Prática ilegal
Florista cobra R$ 20 por lugar na fila do posto de saúde
Reportagem constatou um problema que se repete há mais de uma década

Uma prática ilegal denunciada desde maio de 2000 pelo Diário Gaúcho continua prejudicando pacientes do Sus na Capital. Aproveitando-se da fragilidade do sistema de marcação de consultas, que ainda não está totalmente informatizado, e da falta de ação das autoridades, "flanelinhas" da saúde seguem vendendo lugares na fila do agendamento.
Comerciante é vizinha do posto
No Centro de Saúde IAPI, na Zona Norte, o usuário não precisa madrugar para disputar as poucas senhas distribuídas diariamente.
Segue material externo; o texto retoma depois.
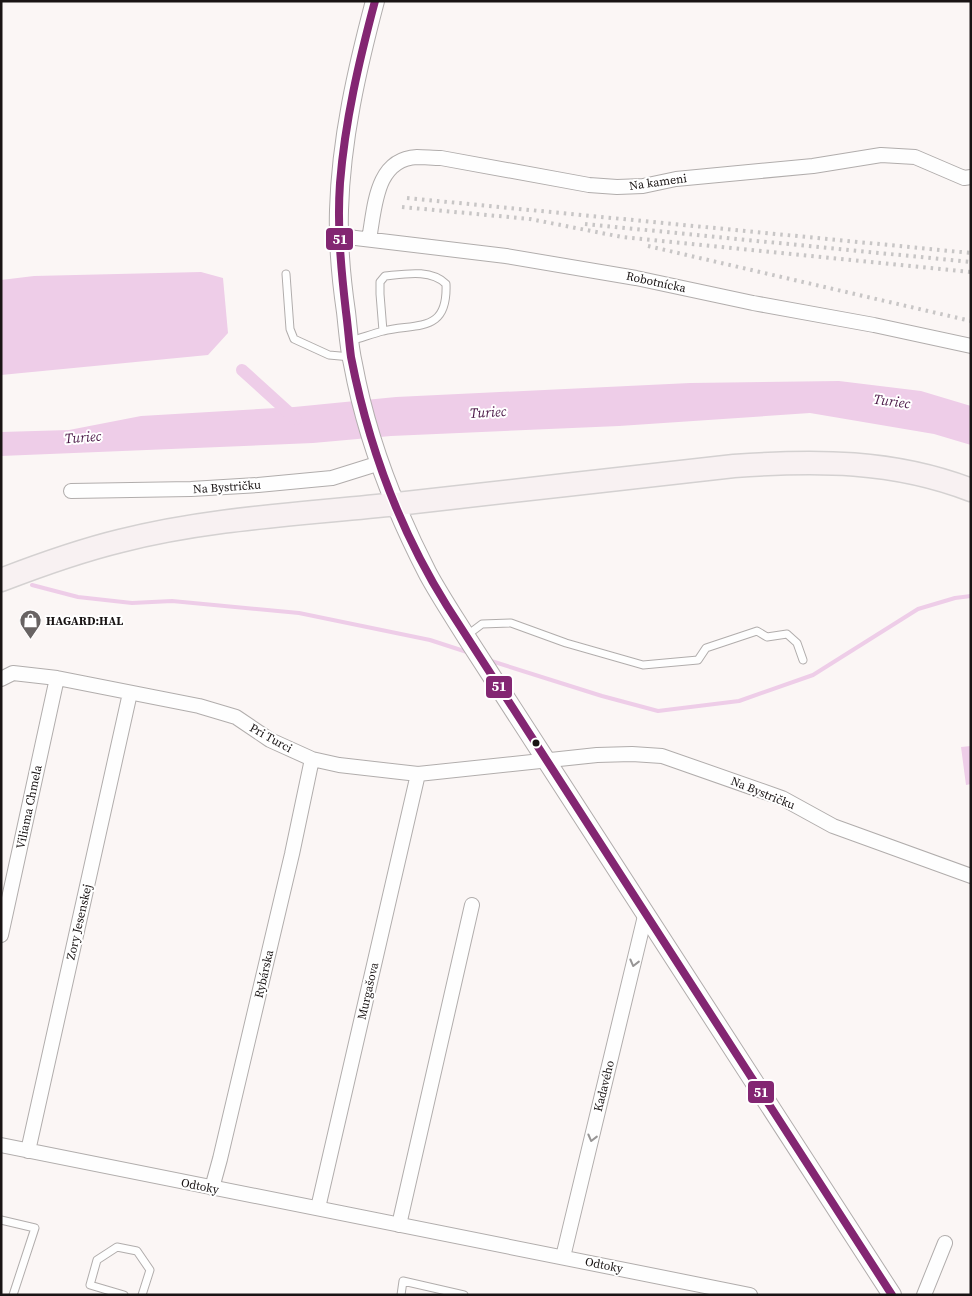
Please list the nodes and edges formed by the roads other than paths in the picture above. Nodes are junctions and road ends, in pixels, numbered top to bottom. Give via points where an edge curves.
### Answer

Por valores que variam de R$ 20 a R$ 30, ele garante uma consulta com médicos de qualquer especialidade. Basta procurar a pessoa certa: Flávia da Silva, florista do Cemitério Municipal São João desde 1995.
Flávia trabalha e mora no box número 10. O ponto da comerciante fica a menos de 100m da rampa na qual se forma a fila do Sus.
Senha de número 7
Todos os dias, Flávia atravessa a Rua Três de Abril para faturar uma grana extra. Por mês, a cobrança irregular pode chegar a R$ 400. Ontem, a reportagem negociou um lugar por R$ 20 na fila da consulta com o cardiologista. Às 6h30min, havia cerca de cem pessoas aguardando a abertura do Centro de Saúde, prevista para às 7h.
- Trouxe o papel com encaminhamento para o cardiologista? - perguntou Flávia, antes de receber o valor combinado.
São distribuídas oito senhas para o médico solicitado pela reportagem. A nossa era a sétima, mas desistimos para não prejudicar o atendimento de um usuário do Sus.
Reconsulta mais cara
De dia, Flávia vende flores para familiares que vão rezar pelos mortos. À noite, guarda lugar na fila da saúde para os vivos. Após receber o valor combinado, anunciou o aumento do preço do serviço.
Diário Gaúcho - E aí, conseguiu?
Flávia da Silva - Tu é o sétimo da fila, na frente daquele senhor que está sentado ali.
Diário Gaúcho - E se eu precisar de outra consulta?
Flávia da Silva - Daí vai custar R$ 30.
Smic: fora da banca é com a polícia
Segundo a Divisão de Licenciamento da Smic, o alvará da florista é válido até agosto de 2014. A Divisão de Fiscalização afirma que tem atribuição legal de fiscalizar o que é comercializado e o que acontece somente no interior da banca.
Neste caso, quando há alguma irregularidade, a secretaria abre um processo administrativo, dá prazo, ampla possibilidade de defesa e, dependendo do caso, pode até cassar o alvará. Como a cobrança foi feita fora da banca, é um caso para a polícia. A Smic só pode agir se a autoridade policial solicitar a interdição por atividade irregular.
Não há queixa registrada
Delegado da 9ª DP, Alexandre Vieira afirmou ontem que nenhuma queixa havia sido registrada. Ele entende que é um fato difícil de ser enquadrado como estelionato ou extorsão.
- Até hoje, não houve nenhum fato registrado. Talvez isso ocorra porque a pessoa que paga consegue marcar a consulta. O que tem aqui é uma imoralidade, como o caso dos cambistas. Mas, uma vez registrado, vamos examiná-lo - revelou.
Secretaria desconhece
A Secretaria Municipal de Saúde, (SMS) por meio de sua assessoria de imprensa, informou que o sistema de marcação de consultas do Centro de Saúde IAPI é informatizado e que, para reagendamento, é exigido documento do paciente, além da solicitação do médico para reconsulta. Com isso, foi eliminada a praxe de venda de consultas no local.
Com relação à venda de lugar na fila, a SMS afirma que desconhece o fato denunciado e informará à 9ª DP.